What I do is take the electrical connector off of the water inlet valve and put my meter probes in each of the two electrical terminals, then start the dishwasher in the rinse cycle and see if your volt meter reads 120 volts, give it a few minutes after you start the dishwasher in the rinse cycle.

If the meter reads 120 volts then that indicates the water inlet valve is the culprit.

Here's the water inlet valve for your model you can order, if needed:
W10844024 Water Inlet Valve

Once you click the link to the water inlet valve there is a video that shows you how to access/replace it.
I finally had a chance to check on this.
I never saw 120v on the meter when connected to the connector's two electrical terminals. When I put the DW into the rinse cycle I initially see 94v. At 2 min 22v for approx 10 sec, then 30v for approx 8 min.
When I put the DW into the rinse cycle I initially see 94v.
That needs to be 120 volts, so the problem is the control board, but its no longer available from the factory.

Here's the control board for your model(video included in part link):
Main Control Board WP8530929
Dishwasher working again. Here's my story in the possibility it helps someone.
I was able to fix the dishwasher with the water inlet valve shown above.

Following the instructions of Jake (above) I tested the circuit for 120V and never saw 120 on my tester. It was a really quick flash on my meter displaying the voltage change, but after watching for 120V many times I determined I didn't see it. Not seeing the 120V indicates the main board is bad; so, I found a main board in ebay (NIB for $143) and installed it. Same problem existing with the new main board.

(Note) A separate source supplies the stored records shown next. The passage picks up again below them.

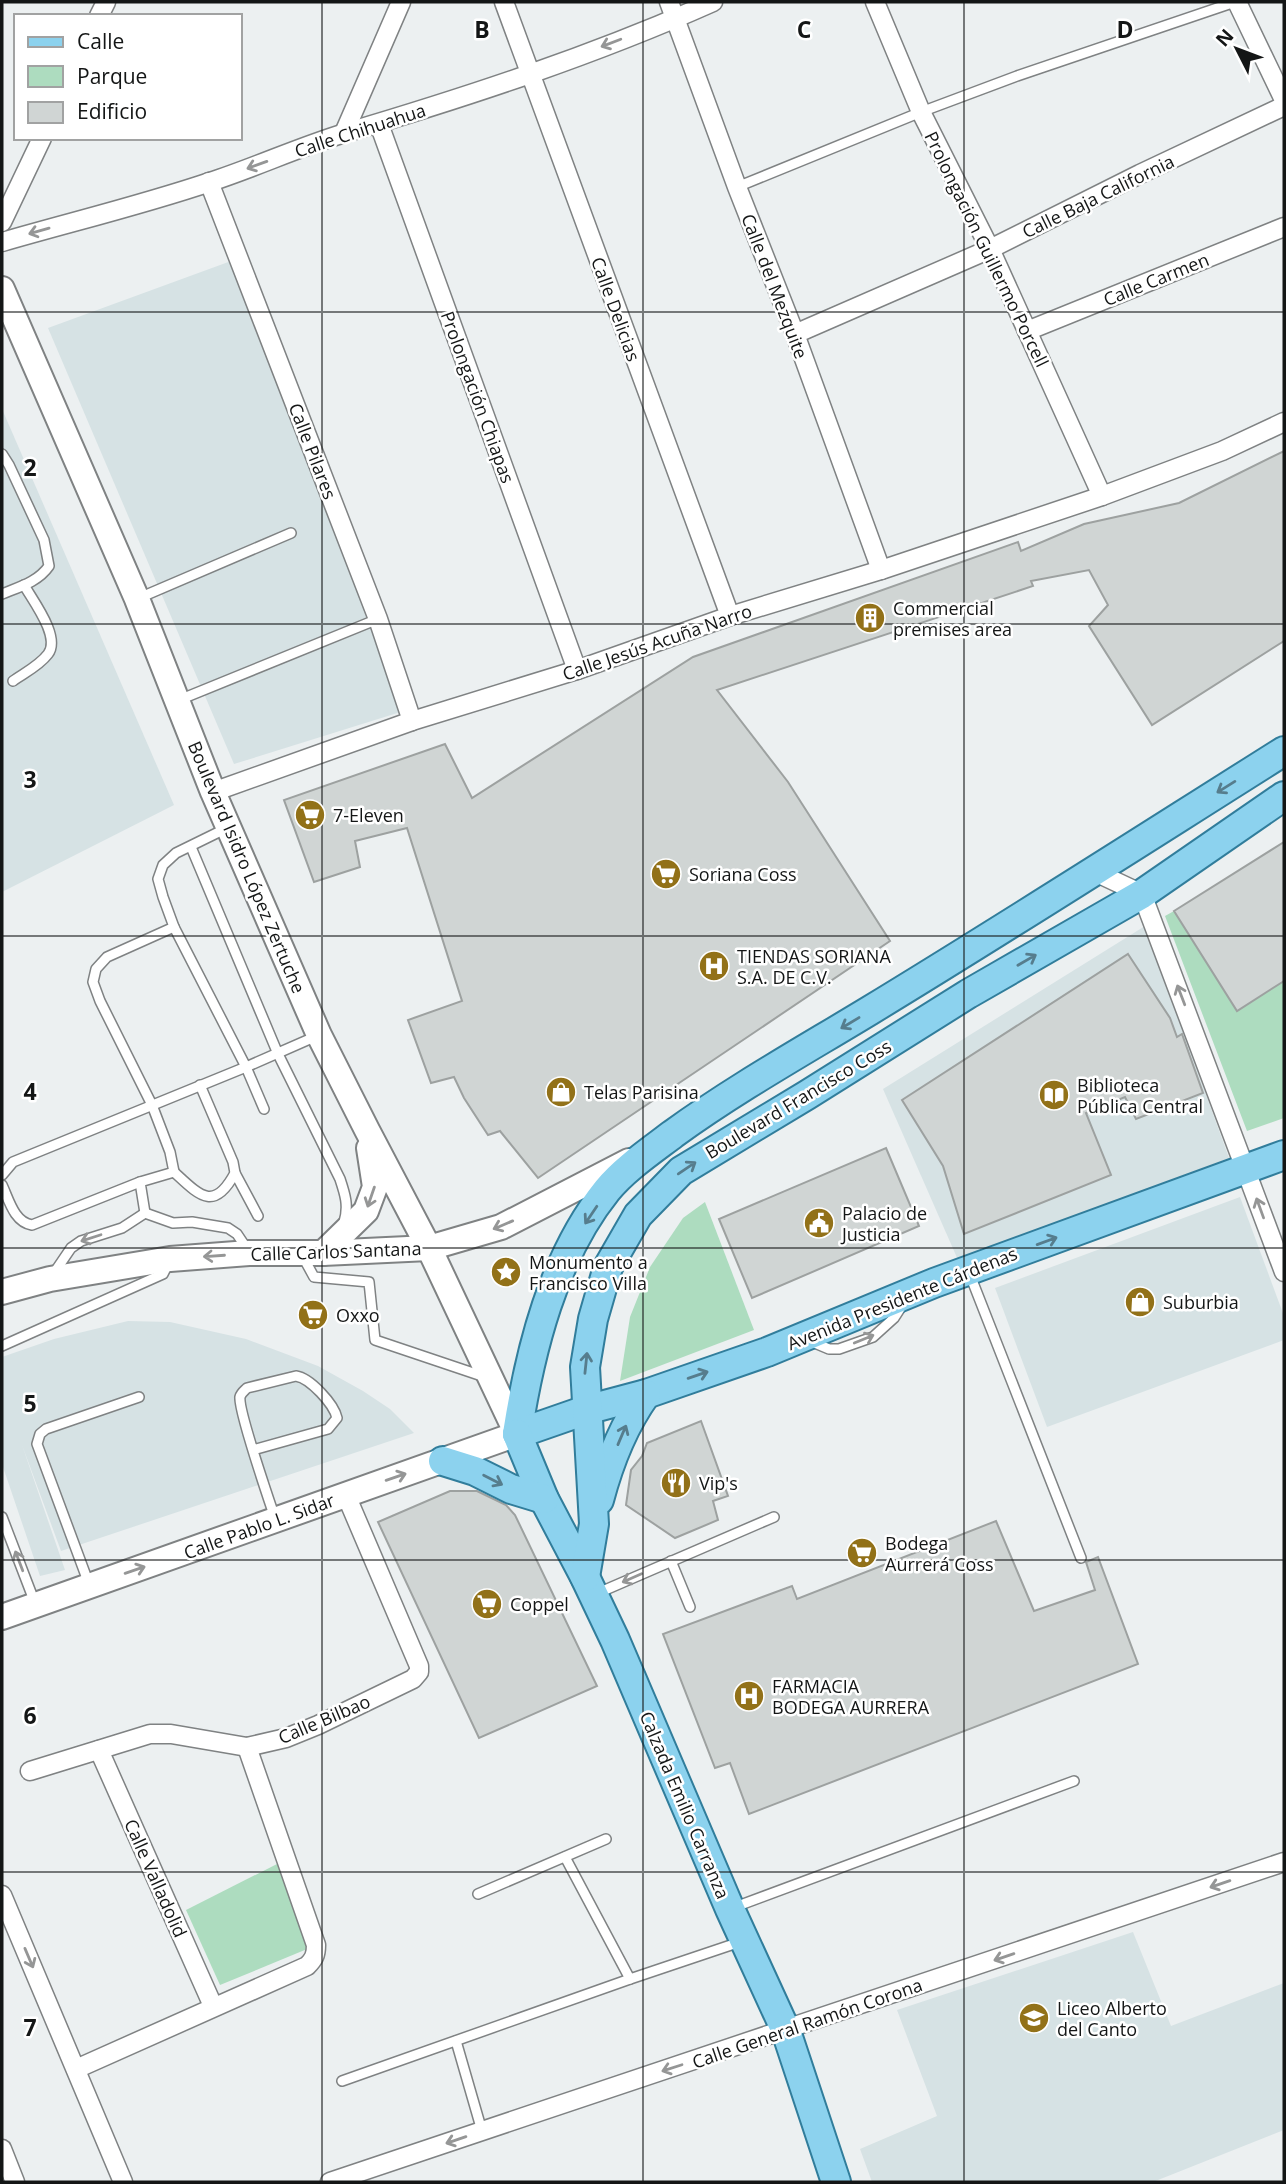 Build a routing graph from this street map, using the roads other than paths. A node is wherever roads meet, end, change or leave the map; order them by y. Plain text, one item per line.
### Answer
1 (401, 2) edge
2 (504, 2) edge
3 (713, 2) edge
4 (876, 2) edge
5 (1236, 2) edge
6 (672, 10) edge
7 (532, 74) junction
8 (1284, 100) edge
9 (1284, 107) edge
10 (921, 112) junction
11 (379, 124) junction
12 (344, 134) junction
13 (41, 140) edge
14 (209, 182) junction
15 (737, 187) junction
16 (3, 217) edge
17 (1284, 227) edge
18 (2, 242) edge
19 (990, 249) junction
20 (2, 289) edge
21 (1027, 331) junction
22 (795, 334) junction
23 (1284, 422) edge
24 (2, 454) edge
25 (1102, 496) junction
26 (290, 533) dead end
27 (881, 570) junction
28 (24, 585) junction
29 (2, 594) edge
30 (137, 599) junction
31 (730, 616) junction
32 (378, 619) junction
33 (577, 670) junction
34 (13, 681) dead end
35 (177, 701) junction
36 (412, 721) junction
37 (1284, 751) edge
38 (213, 792) junction
39 (1284, 796) edge
40 (228, 827) junction
41 (191, 847) junction
42 (1093, 871) junction
43 (1142, 894) junction
44 (1033, 910) junction
45 (174, 927) junction
46 (942, 967) junction
47 (968, 994) junction
48 (319, 1035) junction
49 (278, 1054) junction
50 (246, 1068) junction
51 (200, 1086) junction
52 (807, 1095) junction
53 (152, 1105) junction
54 (264, 1109) dead end
55 (367, 1130) junction
56 (652, 1150) junction
57 (1284, 1155) edge
58 (1246, 1169) junction
59 (174, 1172) junction
60 (235, 1173) junction
61 (2, 1175) edge
62 (140, 1182) junction
63 (2, 1185) edge
64 (145, 1213) junction
65 (258, 1216) dead end
66 (340, 1235) junction
67 (429, 1248) junction
68 (249, 1253) junction
69 (312, 1253) junction
70 (170, 1259) junction
71 (968, 1270) junction
72 (1284, 1272) edge
73 (50, 1279) junction
74 (2, 1292) edge
75 (2, 1346) edge
76 (490, 1379) junction
77 (646, 1394) junction
78 (139, 1397) dead end
79 (586, 1410) junction
80 (517, 1434) junction
81 (253, 1450) junction
82 (443, 1461) junction
83 (346, 1495) junction
84 (544, 1499) junction
85 (2, 1517) edge
86 (774, 1517) dead end
87 (275, 1520) junction
88 (594, 1524) junction
89 (1081, 1558) dead end
90 (671, 1562) junction
91 (89, 1586) junction
92 (589, 1586) junction
93 (35, 1605) junction
94 (690, 1607) dead end
95 (5, 1613) edge
96 (247, 1747) junction
97 (99, 1750) junction
98 (30, 1771) dead end
99 (1074, 1781) dead end
100 (606, 1839) dead end
101 (565, 1857) junction
102 (1284, 1862) edge
103 (478, 1894) dead end
104 (2, 1895) edge
105 (730, 1909) junction
106 (745, 1941) junction
107 (630, 1979) junction
108 (213, 2006) junction
109 (786, 2031) junction
110 (456, 2041) junction
111 (76, 2069) junction
112 (342, 2081) dead end
113 (482, 2131) junction
114 (2, 2149) edge
115 (15, 2182) edge
116 (123, 2182) edge
117 (330, 2182) edge
118 (836, 2182) edge

1 - 12 street
2 - 7 street, Calle Delicias
3 - 6 street, Calle Chihuahua
4 - 10 street, Prolongación Guillermo Porcell
5 - 8 street
5 - 10 lane
6 -> 7 street, Calle Chihuahua
6 - 15 street, Calle del Mezquite
7 - 11 street, Calle Chihuahua
7 - 31 street, Calle Delicias
9 - 19 street, Calle Baja California
10 - 15 lane
10 - 19 street, Prolongación Guillermo Porcell
11 - 12 street, Calle Chihuahua
11 - 33 street, Prolongación Chiapas
12 -> 14 street, Calle Chihuahua
13 - 16 street
14 -> 18 street, Calle Chihuahua
14 - 32 street, Calle Pilares
15 - 22 street, Calle del Mezquite
17 - 21 street, Calle Carmen
19 - 21 street, Prolongación Guillermo Porcell
19 - 22 street, Calle Baja California
20 - 30 main road, Boulevard Isidro López Zertuche
21 - 25 street, Prolongación Guillermo Porcell
22 - 27 street, Calle del Mezquite
23 - 25 street, Calle Jesús Acuña Narro
24 - 28 lane
25 - 27 street, Calle Jesús Acuña Narro
26 - 30 lane
27 - 31 street, Calle Jesús Acuña Narro
28 - 29 lane
28 - 34 lane
30 - 35 main road, Boulevard Isidro López Zertuche
31 - 33 street, Calle Jesús Acuña Narro
32 - 35 lane
32 - 36 street, Calle Pilares
33 - 36 street, Calle Jesús Acuña Narro
35 - 38 main road, Boulevard Isidro López Zertuche
36 - 38 street, Calle Jesús Acuña Narro
37 -> 42 main road, Boulevard Francisco Coss
38 - 40 main road, Boulevard Isidro López Zertuche
39 - 43 main road, Boulevard Francisco Coss
40 - 41 lane
40 - 48 main road, Boulevard Isidro López Zertuche
41 - 45 lane
41 - 49 lane
42 - 43 street
42 - 44 main road, Boulevard Francisco Coss
47 -> 43 main road, Boulevard Francisco Coss
58 -> 43 street
44 - 46 main road, Boulevard Francisco Coss
44 - 47 main road
45 - 50 lane
45 - 53 lane
46 - 52 main road
46 -> 56 main road, Boulevard Francisco Coss
47 - 52 main road, Boulevard Francisco Coss
48 - 49 lane
48 - 55 main road, Boulevard Isidro López Zertuche
49 - 50 lane
49 - 66 lane
50 - 51 lane
50 - 54 lane
51 - 53 lane
51 - 60 lane
79 -> 52 main road, Boulevard Francisco Coss
53 - 59 lane
53 - 61 lane
55 -> 66 main road
55 - 67 main road, Boulevard Isidro López Zertuche
56 -> 67 main road, Calle Carlos Santana
56 -> 80 main road, Boulevard Francisco Coss
57 - 58 main road, Avenida Presidente Cárdenas
71 -> 58 main road, Avenida Presidente Cárdenas
72 -> 58 street
59 - 60 lane
59 - 62 lane
60 - 65 lane
62 - 63 lane
62 - 64 lane
64 - 68 lane
64 -> 73 lane
66 - 69 main road
67 - 69 main road, Calle Carlos Santana
67 - 76 main road, Boulevard Isidro López Zertuche
68 - 69 main road, Calle Carlos Santana
68 -> 70 main road, Calle Carlos Santana
69 - 76 lane
70 - 73 main road, Calle Carlos Santana
70 - 75 lane
77 -> 71 main road, Avenida Presidente Cárdenas
71 - 89 lane
73 - 74 main road, Calle Carlos Santana
76 - 80 main road, Boulevard Isidro López Zertuche
77 - 79 main road, Avenida Presidente Cárdenas
88 -> 77 main road
78 - 91 lane
79 - 80 main road, Avenida Presidente Cárdenas
79 - 88 main road, Boulevard Francisco Coss
80 - 82 main road, Calle Pablo L. Sidar
80 - 84 main road, Calzada Emilio Carranza
81 - 81 lane
81 - 87 lane
83 -> 82 main road, Calle Pablo L. Sidar
82 -> 84 main road
83 - 87 main road, Calle Pablo L. Sidar
83 - 96 street, Calle Bilbao
84 - 92 main road, Calzada Emilio Carranza
93 -> 85 lane
86 - 90 lane
91 -> 87 main road, Calle Pablo L. Sidar
88 - 92 main road, Boulevard Francisco Coss
90 -> 92 lane
90 - 94 lane
91 - 93 main road, Calle Pablo L. Sidar
92 - 105 main road, Calzada Emilio Carranza
93 - 95 main road, Calle Pablo L. Sidar
96 - 97 street, Calle Bilbao
96 - 108 street
97 - 98 street, Calle Bilbao
97 - 108 street, Calle Valladolid
99 - 105 lane
100 - 101 lane
101 - 103 lane
101 - 107 lane
102 -> 109 street, Calle General Ramón Corona
104 -> 111 street
105 - 106 main road, Calzada Emilio Carranza
106 - 107 lane
106 - 109 main road, Calzada Emilio Carranza
107 - 110 lane
108 - 111 street
109 -> 113 street, Calle General Ramón Corona
109 - 118 main road, Calzada Emilio Carranza
110 - 112 lane
110 - 113 lane
111 - 116 street
113 -> 117 street, Calle General Ramón Corona
114 - 115 street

Back to testing the circuit with the main board installed, I happened to notice that I was seeing 116V on my tester for a split second and decided to buy the water inlet valve and I am delighted to say the DW is back in service. I guess I didn't know I could have attempted to watch 116V or something close to 120V and would likely only had to replace the water inlet valve. I will put my old mainboard in my box of parts and maintain it as a spare.
Many thanks to Jake!
Excellent pauwas, glad to hear the new water inlet valve fixed it.(y)

Thanks for the update!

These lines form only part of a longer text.